Today Jason Sacks looks at Chapter Eight of Daytripper, titled “47”.
“Why do you travel so much, asked the little man. When I am away from home, I remember how much I miss my family. And once I finally return, they always remember how much they love me,”
The contentment of adulthood comes with a significant price. There comes a time in our lives when we are peaceful and happy, when everything seems to be in place – fulfilling work, wonderful family, happy house, steady income. But there’s a price that is paid for that domestic bliss, for the peaceful happy peaceful domesticity of middle age.
In chapter eight, Brás de Oliva Domingos is a success by any measure of the word: he’s a bestselling author, has a wife and son who adore him, a wonderful household that gives him joy. Though he had lost his father several years earlier, Brás is surrounded by his past, his present and his future – his mother, wife and young son – and their presence in his life grants him profound joy in ways that a younger version of himself could never imagine.
But Brás is a phantom in his own life. He communicates with the people he loves via cellphone messages, notes on the refrigerator, email and voicemail (no doubt if this book had been written a little later there would be a tweet or two in there as well). He has a perfectly happy domestic life but he has no way to actually live his life. His very success brings his own failure, and at the most important day of his life, at a moment when he would have wanted his loved ones by his side, Brás dies alone.
It’s a very modern problem, and very much the problem of a middle-aged, middle-class person. For many of us who are muddling through those middle years, the way to support that happy family life is by traveling as much as necessary to build the income and to help fund the family. In doing so, money flows in ways that could never have been expected – and fame follows the money, with fame being that elusive chimera that helps all of us achieve some level of immortality after we are gone (ironically, the other thing that helps us achieve immortality is our children).

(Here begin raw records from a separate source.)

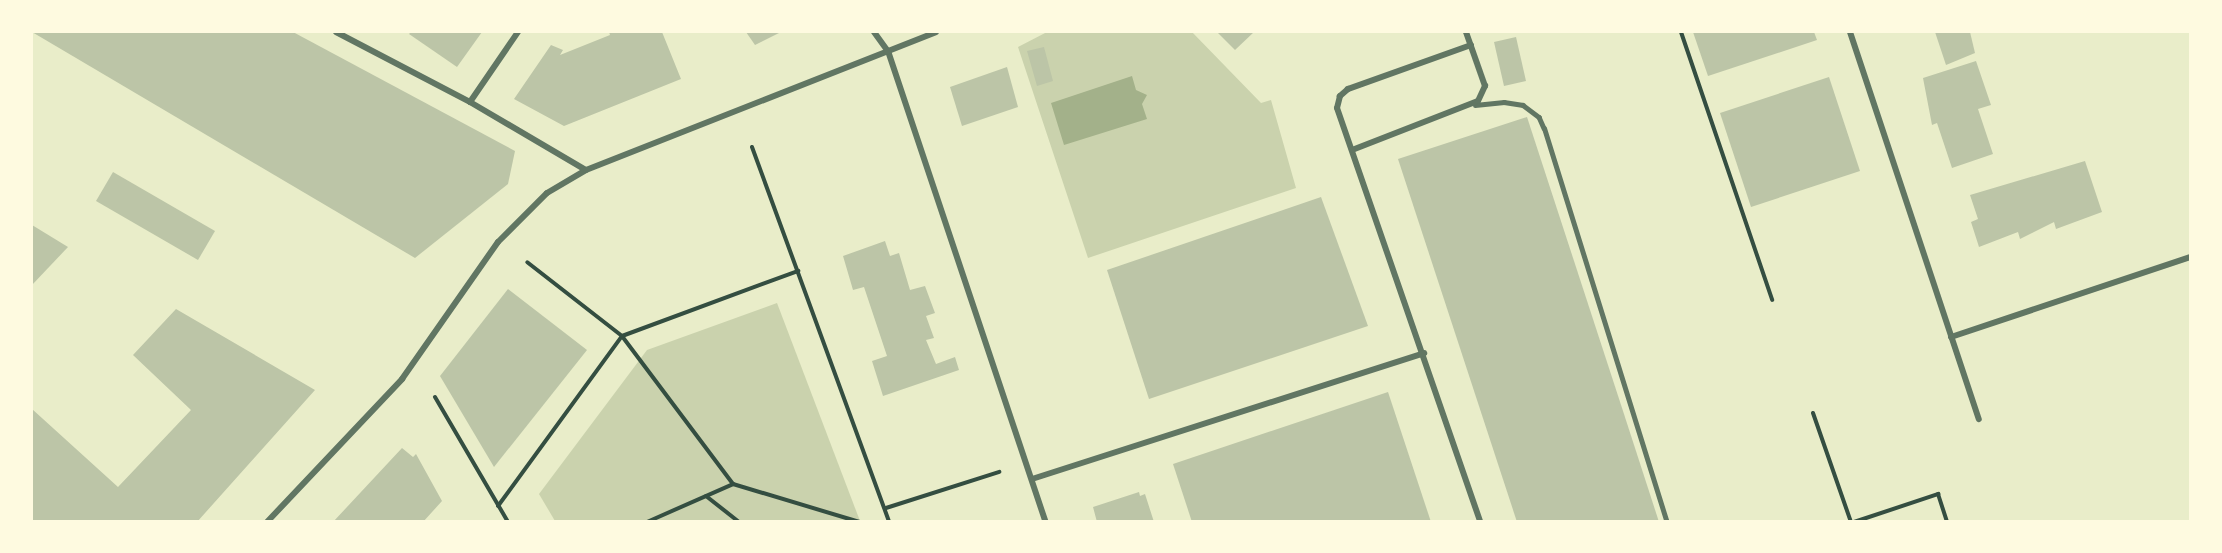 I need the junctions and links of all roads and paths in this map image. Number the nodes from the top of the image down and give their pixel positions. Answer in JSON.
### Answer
{"nodes":[{"id":1,"x":336,"y":32,"type":"edge"},
{"id":2,"x":518,"y":32,"type":"edge"},
{"id":3,"x":874,"y":32,"type":"edge"},
{"id":4,"x":936,"y":32,"type":"edge"},
{"id":5,"x":1466,"y":32,"type":"edge"},
{"id":6,"x":1681,"y":32,"type":"edge"},
{"id":7,"x":1850,"y":32,"type":"edge"},
{"id":8,"x":1471,"y":45,"type":"junction"},
{"id":9,"x":888,"y":51,"type":"junction"},
{"id":10,"x":470,"y":102,"type":"junction"},
{"id":11,"x":1473,"y":106,"type":"junction"},
{"id":12,"x":1544,"y":128,"type":"joint"},
{"id":13,"x":752,"y":147,"type":"dead end"},
{"id":14,"x":1352,"y":150,"type":"junction"},
{"id":15,"x":586,"y":170,"type":"junction"},
{"id":16,"x":2190,"y":257,"type":"edge"},
{"id":17,"x":527,"y":262,"type":"dead end"},
{"id":18,"x":798,"y":271,"type":"junction"},
{"id":19,"x":1772,"y":300,"type":"dead end"},
{"id":20,"x":622,"y":336,"type":"junction"},
{"id":21,"x":1951,"y":337,"type":"junction"},
{"id":22,"x":1424,"y":353,"type":"junction"},
{"id":23,"x":435,"y":397,"type":"dead end"},
{"id":24,"x":1813,"y":413,"type":"dead end"},
{"id":25,"x":1978,"y":419,"type":"dead end"},
{"id":26,"x":999,"y":472,"type":"dead end"},
{"id":27,"x":1032,"y":479,"type":"junction"},
{"id":28,"x":733,"y":484,"type":"junction"},
{"id":29,"x":705,"y":496,"type":"junction"},
{"id":30,"x":498,"y":506,"type":"junction"},
{"id":31,"x":886,"y":508,"type":"junction"},
{"id":32,"x":267,"y":522,"type":"edge"},
{"id":33,"x":508,"y":522,"type":"edge"},
{"id":34,"x":647,"y":522,"type":"edge"},
{"id":35,"x":739,"y":522,"type":"edge"},
{"id":36,"x":860,"y":522,"type":"edge"},
{"id":37,"x":889,"y":522,"type":"edge"},
{"id":38,"x":1046,"y":522,"type":"edge"},
{"id":39,"x":1480,"y":522,"type":"edge"},
{"id":40,"x":1667,"y":522,"type":"edge"},
{"id":41,"x":1852,"y":522,"type":"edge"},
{"id":42,"x":1947,"y":522,"type":"edge"}],
"edges":[{"from":1,"to":10,"type":"street"},
{"from":2,"to":10,"type":"street"},
{"from":3,"to":9,"type":"street"},
{"from":4,"to":9,"type":"street"},
{"from":5,"to":8,"type":"street"},
{"from":6,"to":19,"type":"path"},
{"from":7,"to":21,"type":"street"},
{"from":8,"to":11,"type":"street"},
{"from":8,"to":14,"type":"street"},
{"from":9,"to":15,"type":"street"},
{"from":9,"to":27,"type":"street"},
{"from":10,"to":15,"type":"street"},
{"from":11,"to":12,"type":"lane"},
{"from":11,"to":14,"type":"street"},
{"from":12,"to":40,"type":"street"},
{"from":13,"to":18,"type":"path"},
{"from":14,"to":22,"type":"street"},
{"from":15,"to":32,"type":"street"},
{"from":16,"to":21,"type":"street"},
{"from":17,"to":20,"type":"path"},
{"from":18,"to":20,"type":"path"},
{"from":18,"to":31,"type":"path"},
{"from":20,"to":28,"type":"path"},
{"from":20,"to":30,"type":"path"},
{"from":21,"to":25,"type":"street"},
{"from":22,"to":27,"type":"street"},
{"from":22,"to":39,"type":"street"},
{"from":23,"to":30,"type":"path"},
{"from":24,"to":41,"type":"path"},
{"from":26,"to":31,"type":"path"},
{"from":27,"to":38,"type":"street"},
{"from":28,"to":29,"type":"path"},
{"from":28,"to":36,"type":"path"},
{"from":29,"to":34,"type":"path"},
{"from":29,"to":35,"type":"path"},
{"from":30,"to":33,"type":"path"},
{"from":31,"to":37,"type":"path"},
{"from":41,"to":42,"type":"path"}]}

One of the reasons that Brás seems so happy at age 47 is that he seems to have finally gotten past all of the angst that caused his youth to be troubled. He has fully stepped out of the shadow of his father — cast deeply in chapter one — and became his own man via his own writing. It seems Brás is a less literary writer than his dad, which means he’s carved his own place against his strongest influence – and he also is much less withdrawn, much more in touch with his family and those who love him.
You may remember when I was discussing chapter one of Daytripper that I noticed that Brás’s wife was taking a trip without her husband, and that her face was continually hidden in shadow. That may in some way have been due to the twist that Moon and Bá set up in chapters two and three (though it’s pretty clear that Brás didn’t marry Olinda), but also potentially symbolic of their relationship.
Here in chapter eight the situation is reversed. The chapter focuses completely on Brás’s wife Ana. She’s in nearly every panel of the story while our protagonist is absent but hovers over everything like a fog.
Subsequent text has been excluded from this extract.